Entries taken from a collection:
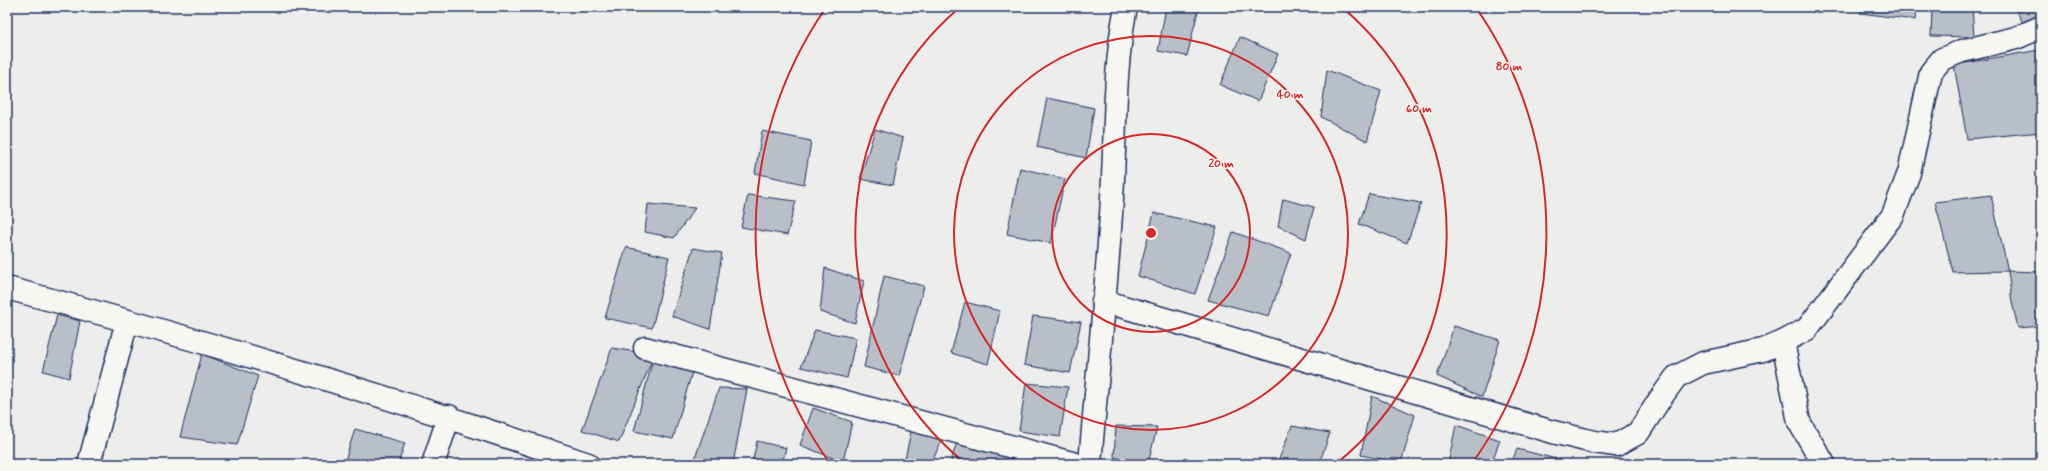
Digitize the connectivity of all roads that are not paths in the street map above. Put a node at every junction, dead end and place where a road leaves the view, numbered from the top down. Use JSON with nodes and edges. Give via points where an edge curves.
{"nodes":[{"id":1,"x":1126,"y":7,"type":"edge"},
{"id":2,"x":2041,"y":27,"type":"edge"},
{"id":3,"x":7,"y":288,"type":"edge"},
{"id":4,"x":1104,"y":301,"type":"junction"},
{"id":5,"x":127,"y":321,"type":"junction"},
{"id":6,"x":1783,"y":342,"type":"junction"},
{"id":7,"x":645,"y":348,"type":"dead end"},
{"id":8,"x":448,"y":416,"type":"junction"},
{"id":9,"x":89,"y":464,"type":"edge"},
{"id":10,"x":433,"y":464,"type":"edge"},
{"id":11,"x":588,"y":464,"type":"edge"},
{"id":12,"x":1076,"y":464,"type":"edge"},
{"id":13,"x":1090,"y":464,"type":"edge"},
{"id":14,"x":1824,"y":464,"type":"edge"}],
"edges":[{"from":1,"to":4,"type":"street","via":[[1115,98],[1112,197]]},
{"from":2,"to":6,"type":"street","via":[[2016,38],[1962,51],[1942,59],[1931,72],[1910,173],[1893,215],[1807,329]]},
{"from":3,"to":5,"type":"street"},
{"from":4,"to":6,"type":"street","via":[[1553,432],[1616,445],[1638,433],[1676,377],[1703,363],[1763,350]]},
{"from":4,"to":13,"type":"street"},
{"from":5,"to":8,"type":"street"},
{"from":5,"to":9,"type":"street"},
{"from":6,"to":14,"type":"street","via":[[1800,422]]},
{"from":7,"to":12,"type":"street"},
{"from":8,"to":10,"type":"street"},
{"from":8,"to":11,"type":"street"}]}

» WHAT IS NEEDED:
Each of the lines above should be transcribed exactly; no image is to be copied.

» TASK SOLUTION:
Digitize the connectivity of all roads that are not paths in the street map above. Put a node at every junction, dead end and place where a road leaves the view, numbered from the top down. Use JSON with nodes and edges. Give via points where an edge curves.
{"nodes":[{"id":1,"x":1126,"y":7,"type":"edge"},
{"id":2,"x":2041,"y":27,"type":"edge"},
{"id":3,"x":7,"y":288,"type":"edge"},
{"id":4,"x":1104,"y":301,"type":"junction"},
{"id":5,"x":127,"y":321,"type":"junction"},
{"id":6,"x":1783,"y":342,"type":"junction"},
{"id":7,"x":645,"y":348,"type":"dead end"},
{"id":8,"x":448,"y":416,"type":"junction"},
{"id":9,"x":89,"y":464,"type":"edge"},
{"id":10,"x":433,"y":464,"type":"edge"},
{"id":11,"x":588,"y":464,"type":"edge"},
{"id":12,"x":1076,"y":464,"type":"edge"},
{"id":13,"x":1090,"y":464,"type":"edge"},
{"id":14,"x":1824,"y":464,"type":"edge"}],
"edges":[{"from":1,"to":4,"type":"street","via":[[1115,98],[1112,197]]},
{"from":2,"to":6,"type":"street","via":[[2016,38],[1962,51],[1942,59],[1931,72],[1910,173],[1893,215],[1807,329]]},
{"from":3,"to":5,"type":"street"},
{"from":4,"to":6,"type":"street","via":[[1553,432],[1616,445],[1638,433],[1676,377],[1703,363],[1763,350]]},
{"from":4,"to":13,"type":"street"},
{"from":5,"to":8,"type":"street"},
{"from":5,"to":9,"type":"street"},
{"from":6,"to":14,"type":"street","via":[[1800,422]]},
{"from":7,"to":12,"type":"street"},
{"from":8,"to":10,"type":"street"},
{"from":8,"to":11,"type":"street"}]}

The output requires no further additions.